Se abordan las dinámicas de articulación social y resistencia que mantienen las comunidades eclesiales de base en la frontera Chiapas-Guatemala. Se busca mostrar las posibilidades que desde la fe logran promover acciones de resistencia y organización social, así como de construcción de comunidad en sociedades golpeadas por la marginalidad y la pobreza.
Esta ponencia se compone de dos ejes. En el primero expongo las características de la Diócesis de San Cristóbal de Las Casas, una que optó por los pobres desde el Concilio Vaticano II, y que actualmente se organiza, a través de una red de católicos, llamada Pueblo Creyente, en defensa de los territorios indígenas y de los derechos humanos, al tiempo que mantiene un discurso que privilegia la sustentabilidad productiva en Chiapas.

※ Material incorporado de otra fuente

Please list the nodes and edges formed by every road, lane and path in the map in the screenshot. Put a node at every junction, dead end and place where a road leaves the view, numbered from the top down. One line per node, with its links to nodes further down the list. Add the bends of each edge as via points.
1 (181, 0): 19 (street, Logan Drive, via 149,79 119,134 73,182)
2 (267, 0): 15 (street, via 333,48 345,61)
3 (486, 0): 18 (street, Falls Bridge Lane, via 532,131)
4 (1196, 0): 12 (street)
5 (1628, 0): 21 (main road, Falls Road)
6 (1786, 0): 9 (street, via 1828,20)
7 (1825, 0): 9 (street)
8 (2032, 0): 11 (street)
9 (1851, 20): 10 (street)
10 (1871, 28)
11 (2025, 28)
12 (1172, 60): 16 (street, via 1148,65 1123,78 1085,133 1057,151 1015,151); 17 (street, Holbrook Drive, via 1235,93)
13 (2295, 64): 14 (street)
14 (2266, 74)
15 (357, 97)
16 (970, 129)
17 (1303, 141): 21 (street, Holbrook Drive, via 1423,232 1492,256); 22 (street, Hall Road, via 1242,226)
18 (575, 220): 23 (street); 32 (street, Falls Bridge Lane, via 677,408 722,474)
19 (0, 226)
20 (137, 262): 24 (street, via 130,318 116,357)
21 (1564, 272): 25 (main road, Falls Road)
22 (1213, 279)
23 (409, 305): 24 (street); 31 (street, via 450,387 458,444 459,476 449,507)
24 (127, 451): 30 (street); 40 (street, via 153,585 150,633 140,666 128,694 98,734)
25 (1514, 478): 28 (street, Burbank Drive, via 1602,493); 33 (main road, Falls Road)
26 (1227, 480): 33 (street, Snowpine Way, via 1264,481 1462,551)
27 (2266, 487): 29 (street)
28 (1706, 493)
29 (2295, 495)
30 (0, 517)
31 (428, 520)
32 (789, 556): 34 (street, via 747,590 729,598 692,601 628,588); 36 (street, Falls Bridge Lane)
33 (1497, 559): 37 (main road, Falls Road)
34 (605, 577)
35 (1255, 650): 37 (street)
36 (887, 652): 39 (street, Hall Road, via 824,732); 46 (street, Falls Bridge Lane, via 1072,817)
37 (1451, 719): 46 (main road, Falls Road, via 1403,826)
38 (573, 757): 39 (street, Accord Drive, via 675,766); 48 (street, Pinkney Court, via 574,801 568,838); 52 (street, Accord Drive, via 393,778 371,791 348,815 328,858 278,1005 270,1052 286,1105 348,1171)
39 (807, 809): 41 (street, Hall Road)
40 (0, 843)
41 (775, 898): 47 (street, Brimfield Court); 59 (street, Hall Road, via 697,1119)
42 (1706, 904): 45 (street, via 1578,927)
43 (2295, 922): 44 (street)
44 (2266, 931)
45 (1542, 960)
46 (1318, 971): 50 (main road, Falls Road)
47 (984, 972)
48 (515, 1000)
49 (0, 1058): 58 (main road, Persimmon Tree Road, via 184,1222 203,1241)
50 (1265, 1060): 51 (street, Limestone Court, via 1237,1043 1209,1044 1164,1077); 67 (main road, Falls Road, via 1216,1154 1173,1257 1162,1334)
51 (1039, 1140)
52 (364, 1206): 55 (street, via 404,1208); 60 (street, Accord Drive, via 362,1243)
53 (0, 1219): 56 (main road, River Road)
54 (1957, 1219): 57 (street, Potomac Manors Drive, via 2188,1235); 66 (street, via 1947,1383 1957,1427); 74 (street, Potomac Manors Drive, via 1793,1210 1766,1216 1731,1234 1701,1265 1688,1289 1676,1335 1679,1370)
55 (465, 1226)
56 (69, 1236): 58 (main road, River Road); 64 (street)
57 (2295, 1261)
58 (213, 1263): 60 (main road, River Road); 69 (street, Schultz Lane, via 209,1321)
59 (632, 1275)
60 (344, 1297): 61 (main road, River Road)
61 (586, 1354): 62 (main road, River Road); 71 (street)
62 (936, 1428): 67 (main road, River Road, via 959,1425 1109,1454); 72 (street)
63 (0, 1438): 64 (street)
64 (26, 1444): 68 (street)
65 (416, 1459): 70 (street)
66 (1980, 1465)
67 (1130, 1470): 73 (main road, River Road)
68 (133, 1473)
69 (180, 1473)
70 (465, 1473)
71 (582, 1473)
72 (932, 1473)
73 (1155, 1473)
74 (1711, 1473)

Dicha organización puede ser vista como un espacio de reivindicación indígena-campesina, única en su tipo en todo México, pues aglutina a miles de participantes en torno a la movilización política desde la fe; pero sobre todo con base en aspiraciones de organización autonómica, ya que son adherentes de la Sexta Declaración de la Selva Lacandona, impulsada por el Ejército Zapatista de Liberación Nacional.
Lo expuesto sobre esta organización, lo articulo con el segundo eje, en el que trato de exponer el proceso de producción de una franja fronteriza controlada en torno al límite internacional Chiapas-Guatemala. Me centro en el caso específico de dos municipios chiapanecos: Frontera Comalapa y Chicomuselo, que se han visto afectados por la producción de la franja fronteriza. El primero con el hacinamiento de la migración centromericana, que no encuentra oportunidades laborales, el incremento de la delincuencia organizada y la falta de una estructura social que permita la articulación de la sociedad civil en torno a la resolución de sus problemáticas. En el vecino municipio de Chicomuselo, por su parte, se observa la incentivación de exploraciones para la explotación minera y el incremento de la inseguridad por la construcción de un cuartel militar. Ambos contextos son resultado del blindaje de la frontera, una que ha comenzado a endurecerse a partir de 2012, cuando se dio a conocer el Programa Frontera Sur, por parte del gobierno mexicano, y con el que se han instalado nuevos dispositivos de control migratorio.
El Pueblo Creyente, a través de la parroquia del Santo Niño de Atocha, en Frontera Comalapa, y de la parroquia de San Pedro y San Pablo, en Chicomuselo, suponen unas de las pocas opciones, sino es que las únicas, en ofrecer propuestas de articulación social y de resistencia ante el despojo, la discriminación espacial y social, que han detonado la producción de la franja fronteriza contralada. Entre otras estrategias, la de Comalapa se ha propuesto restablecer el tejido social a través de la organización de la fiesta patronal, que permite que los vecinos se conozcan, compartan espacios y construyan redes solidarias; por otra parte, han construido un centro de apoyo migrante, organizan sesiones de salud natural y promulgan un cristianismo feminista. En la de Chicomuselo, han organizado comités de derechos humanos por comunidad, construido comisiones de vigilancia, firmado acuerdos ejidales en contra de la venta de terrenos a las compañías extractivas y han logrado expulsar la minería de su territorio.
Ambos proyectos, aunque distintos, derivan de un pasado común donde la iglesia se involucró en demanda de reparto agrario, en apoyo al refugio guatemalteco durante la década de 1980, en las movilización de resistencia en contra del festejo de los 500 años del encuentro de dos mundos, en apoyo al EZLN, en favor de la reivindicación de los derechos de las mujeres, y en favor de la defensa de la Madre Tierra. Es un caso interesante la posición que hoy día toma esta corriente del catolicismo posconciliar en ante el panorama de producción fronteriza.
Sin pretender una defensa apologética de la fe, se busca mostrar de manera comprensiva cómo ésta puede generar auténticas expresiones de resistencia socia.